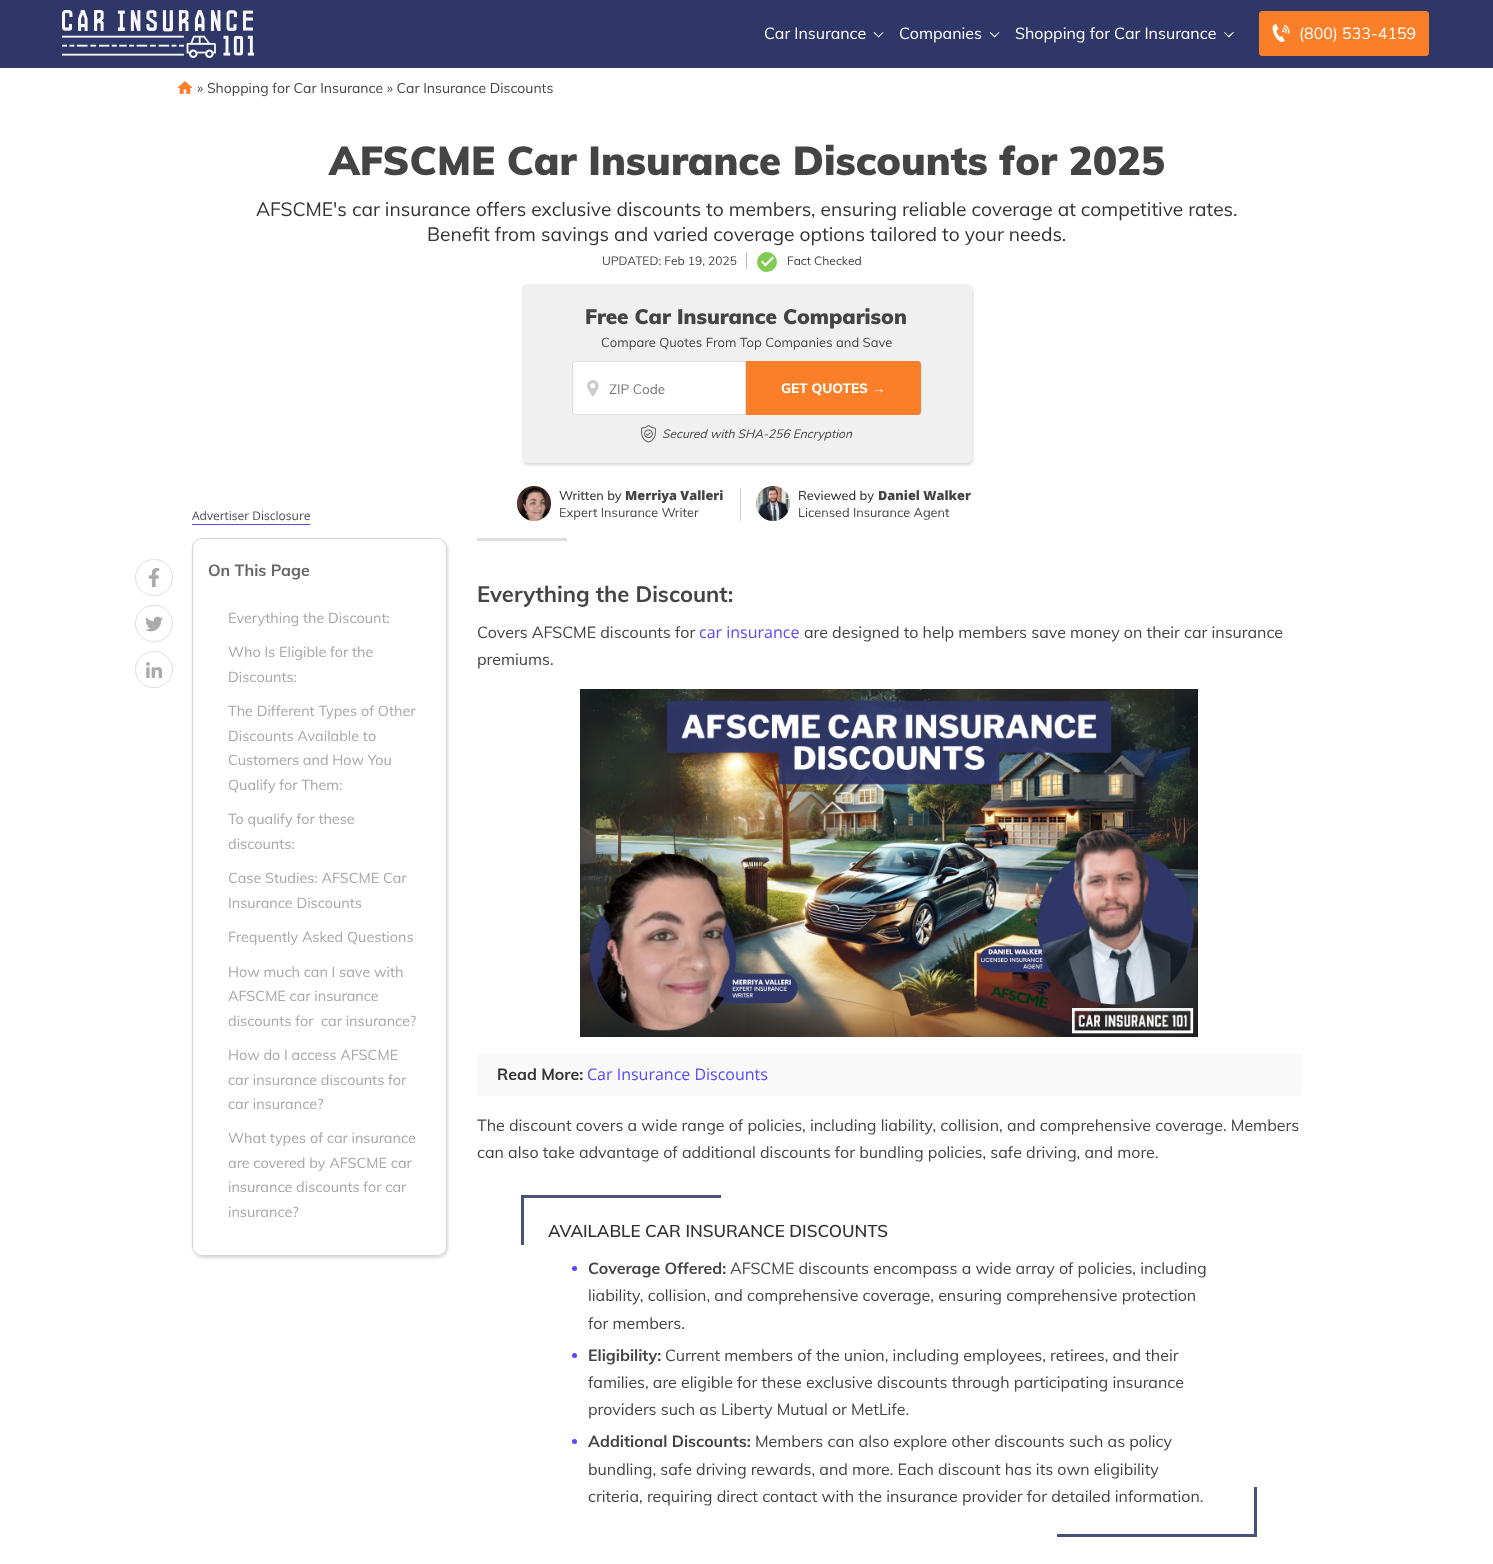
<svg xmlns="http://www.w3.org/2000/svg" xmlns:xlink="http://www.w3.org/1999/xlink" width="1493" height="1564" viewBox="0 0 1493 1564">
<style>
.cls-1{font:16px Muli;fill:#ffffff}
.cls-2{font:14px Muli;fill:#444444}
.cls-3{font:900 40px Muli;fill:#444444}
.cls-4{font:19.2px Muli;fill:#333333}
.cls-5{font:12px Muli;fill:#444444}
.cls-6{font:900 20.75px Muli;fill:#444444}
.cls-7{font:13px Muli;fill:#444444}
.cls-8{font:13.5px Muli;fill:#757575}
.cls-9{font:800 13.5px Muli;fill:#ffffff}
.cls-10{font:bold 13.5px Liberation Sans;fill:#ffffff}
.cls-11{font:italic 12px Muli;fill:#444444}
.cls-12{font:500 12.75px Muli;fill:#333333}
.cls-13{font:800 12.75px Open Sans;fill:#444444}
.cls-14{font:12.75px Muli;fill:#444444}
.cls-15{font:12px Open Sans;fill:#4e4756}
.cls-16{font:bold 16px Muli;fill:#666666}
.cls-17{font:14.4px Muli;fill:#a8a6a6}
.cls-18{font:bold 22px Muli;fill:#444444}
.cls-19{font:16px Muli;fill:#444444}
.cls-20{font:16px Open Sans;fill:#5947ff}
.cls-21{font:bold 16px Muli;fill:#333333}
.cls-22{font:600 17px Muli;fill:#333333}
.cls-23{font:bold 16px Muli;fill:#444444}
</style>
<defs>
<clipPath id="clip1"><path d="M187 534H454V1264H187ZM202 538H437C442.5 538 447 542.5 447 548V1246C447 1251.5 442.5 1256 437 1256H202C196.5 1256 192 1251.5 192 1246V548C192 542.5 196.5 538 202 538Z" clip-rule="evenodd"/></clipPath>
</defs>
<rect width="100%" height="100%" fill="#ffffff"/>
<rect fill="#2f3769" x="0" y="0" width="1493" height="68"/>
<image xlink:href="image0.png" x="62" y="10" width="192" height="48"/>
<path fill="#ffffff" d="M883 32L883.5 32.5L878.5 37.5L878 36.5Z"/>
<path fill="#ffffff" d="M874.5 32L879 36.5L878.5 37.5L873.5 32.5Z"/>
<path fill="#ffffff" d="M999 32L999.5 32.5L994.5 37.5L994 36.5Z"/>
<path fill="#ffffff" d="M990.5 32L995.5 36.5L994.5 37.5L989.5 32.5Z"/>
<path fill="#ffffff" d="M1233 32L1234 32.5L1229 37.5L1228 36.5Z"/>
<path fill="#ffffff" d="M1224.5 32L1229.5 36.5L1229 37.5L1224 32.5Z"/>
<rect fill="#fa7f28" stroke="#fa7f28" x="1259.5" y="11.5" width="169" height="44" rx="2.5"/>
<image xlink:href="image1.png" x="1272" y="24" width="18" height="18"/>
<image xlink:href="image2.png" x="177" y="81" width="16" height="13"/>
<rect fill="#bababa" x="746" y="252" width="1" height="17"/>
<circle fill="#81ca54" cx="767" cy="262" r="10"/>
<path fill="#ffffff" d="M772.5 256.5L774 258L765.5 266.5L764 265Z"/>
<path fill="#ffffff" d="M762.5 260.5L766.5 265L765.5 266.5L761 262Z"/>
<rect fill="#d9d9d9" filter="blur(1.5px)" x="523" y="286" width="450" height="179" rx="5"/>
<rect fill="#f0f0f0" x="522" y="284" width="450" height="179" rx="5"/>
<path fill="#ffffff" stroke="#e1e0e0" d="M575 361.5H745.5V414.5H575C573.5 414.5 572.5 413.5 572.5 412V364C572.5 362.5 573.5 361.5 575 361.5Z"/>
<image xlink:href="image3.png" x="587" y="380" width="12" height="17"/>
<path fill="#fa7f28" d="M746 361H918C919.5 361 921 362.5 921 364V412C921 413.5 919.5 415 918 415H746Z"/>
<image xlink:href="image4.png" x="641" y="425" width="15" height="18"/>
<image xlink:href="image5.png" x="517" y="486" width="34" height="35"/>
<rect fill="#cccccc" x="740" y="488" width="1" height="33"/>
<image xlink:href="image6.png" x="756" y="486" width="34" height="35"/>
<rect fill="#5947ff" x="192" y="524" width="118" height="1"/>
<rect fill="none" stroke="#dedede" x="135.5" y="559.5" width="37" height="36" rx="18"/>
<image xlink:href="image7.png" x="148" y="568" width="12" height="19"/>
<rect fill="none" stroke="#dedede" x="135.5" y="605.5" width="37" height="36" rx="18"/>
<image xlink:href="image8.png" x="145" y="616" width="18" height="16"/>
<rect fill="none" stroke="#dedede" x="135.5" y="651.5" width="37" height="36" rx="18"/>
<image xlink:href="image9.png" x="146" y="662" width="16" height="16"/>
<g clip-path="url(#clip1)">
<rect fill="#d9d9d9" filter="blur(1.5px)" x="193" y="540" width="255" height="718" rx="10"/>
</g>
<rect fill="none" stroke="#d3d3d3" x="192.5" y="538.5" width="254" height="717" rx="9.5"/>
<rect fill="#dedede" x="477" y="538" width="90" height="3"/>
<image xlink:href="image10.png" x="580" y="689" width="618" height="348"/>
<rect fill="#f9f9f9" x="477" y="1053" width="825" height="43" rx="3"/>
<rect fill="#47527c" x="521" y="1195" width="200" height="50"/>
<rect fill="#47527c" x="1057" y="1487" width="200" height="50"/>
<rect fill="#ffffff" x="524" y="1198" width="730" height="336"/>
<circle fill="#5947ff" cx="574.5" cy="1268.5" r="2.5"/>
<circle fill="#5947ff" cx="574.5" cy="1355.5" r="2.5"/>
<circle fill="#5947ff" cx="574.5" cy="1441.5" r="2.5"/>
<text class="cls-1" x="764" y="39">Car Insurance</text>
<text class="cls-1" x="899" y="39">Companies</text>
<text class="cls-1" x="1015" y="39">Shopping for Car Insurance</text>
<text class="cls-1" x="1299" y="39">(800) 533-4159</text>
<text class="cls-2" x="197" y="93">» Shopping for Car Insurance » Car Insurance Discounts</text>
<text class="cls-3" x="329" y="175">AFSCME Car Insurance Discounts for 2025</text>
<text class="cls-4" x="256" y="216">AFSCME's car insurance offers exclusive discounts to members, ensuring reliable coverage at competitive rates.</text>
<text class="cls-4" x="427" y="241">Benefit from savings and varied coverage options tailored to your needs.</text>
<text class="cls-5" x="602" y="265">UPDATED: Feb 19, 2025</text>
<text class="cls-5" x="787" y="265">Fact Checked</text>
<text class="cls-6" x="585" y="324">Free Car Insurance Comparison</text>
<text class="cls-7" x="601" y="347">Compare Quotes From Top Companies and Save</text>
<text class="cls-8" x="609" y="394">ZIP Code</text>
<text class="cls-9" x="781" y="393">GET QUOTES</text>
<text class="cls-10" x="872" y="393">→</text>
<text class="cls-11" x="662" y="438">Secured with SHA-256 Encryption</text>
<text class="cls-12" x="559" y="500">Written by</text>
<text class="cls-13" x="625" y="500">Merriya Valleri</text>
<text class="cls-14" x="559" y="517">Expert Insurance Writer</text>
<text class="cls-12" x="798" y="500">Reviewed by</text>
<text class="cls-13" x="878" y="500">Daniel Walker</text>
<text class="cls-14" x="798" y="517">Licensed Insurance Agent</text>
<text class="cls-15" x="192" y="520">Advertiser Disclosure</text>
<text class="cls-16" x="208" y="576">On This Page</text>
<text class="cls-17" x="228" y="623">Everything the Discount:</text>
<text class="cls-17"><tspan x="228" y="657">Who Is Eligible for the</tspan><tspan x="228" y="682">Discounts:</tspan></text>
<text class="cls-17"><tspan x="228" y="716">The Different Types of Other</tspan><tspan x="228" y="741">Discounts Available to</tspan><tspan x="228" y="765">Customers and How You</tspan><tspan x="228" y="790">Qualify for Them:</tspan></text>
<text class="cls-17"><tspan x="228" y="824">To qualify for these</tspan><tspan x="228" y="849">discounts:</tspan></text>
<text class="cls-17"><tspan x="228" y="883">Case Studies: AFSCME Car</tspan><tspan x="228" y="908">Insurance Discounts</tspan></text>
<text class="cls-17" x="228" y="942">Frequently Asked Questions</text>
<text class="cls-17" xml:space="preserve"><tspan x="228" y="977">How much can I save with</tspan><tspan x="228" y="1001">AFSCME car insurance</tspan><tspan x="228" y="1026">discounts for  car insurance?</tspan></text>
<text class="cls-17"><tspan x="228" y="1060">How do I access AFSCME</tspan><tspan x="228" y="1085">car insurance discounts for</tspan><tspan x="228" y="1109">car insurance?</tspan></text>
<text class="cls-17"><tspan x="228" y="1143">What types of car insurance</tspan><tspan x="228" y="1168">are covered by AFSCME car</tspan><tspan x="228" y="1192">insurance discounts for car</tspan><tspan x="228" y="1217">insurance?</tspan></text>
<text class="cls-18" x="477" y="602">Everything the Discount:</text>
<text class="cls-19" x="477" y="638">Covers AFSCME discounts for</text>
<text class="cls-20" x="699" y="638">car insurance</text>
<text class="cls-19" x="804" y="638">are designed to help members save money on their car insurance</text>
<text class="cls-19" x="477" y="665">premiums.</text>
<text class="cls-21" x="497" y="1080">Read More:</text>
<text class="cls-20" x="587" y="1080">Car Insurance Discounts</text>
<text class="cls-19"><tspan x="477" y="1131">The discount covers a wide range of policies, including liability, collision, and comprehensive coverage. Members</tspan><tspan x="477" y="1158">can also take advantage of additional discounts for bundling policies, safe driving, and more.</tspan></text>
<text class="cls-22" x="548" y="1237">AVAILABLE CAR INSURANCE DISCOUNTS</text>
<text class="cls-23" x="588" y="1274">Coverage Offered:</text>
<text class="cls-19" x="730" y="1274">AFSCME discounts encompass a wide array of policies, including</text>
<text class="cls-19"><tspan x="588" y="1301">liability, collision, and comprehensive coverage, ensuring comprehensive protection</tspan><tspan x="588" y="1329">for members.</tspan></text>
<text class="cls-23" x="588" y="1361">Eligibility:</text>
<text class="cls-19" x="665" y="1361">Current members of the union, including employees, retirees, and their</text>
<text class="cls-19"><tspan x="588" y="1388">families, are eligible for these exclusive discounts through participating insurance</tspan><tspan x="588" y="1415">providers such as Liberty Mutual or MetLife.</tspan></text>
<text class="cls-23" x="588" y="1447">Additional Discounts:</text>
<text class="cls-19" x="755" y="1447">Members can also explore other discounts such as policy</text>
<text class="cls-19"><tspan x="588" y="1475">bundling, safe driving rewards, and more. Each discount has its own eligibility</tspan><tspan x="588" y="1502">criteria, requiring direct contact with the insurance provider for detailed information.</tspan></text>
</svg>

PROBLEM:
How many of the lines above include the word "dedede"? Respond with the number alone.

OUTPUT FOR THIS EXERCISE:
4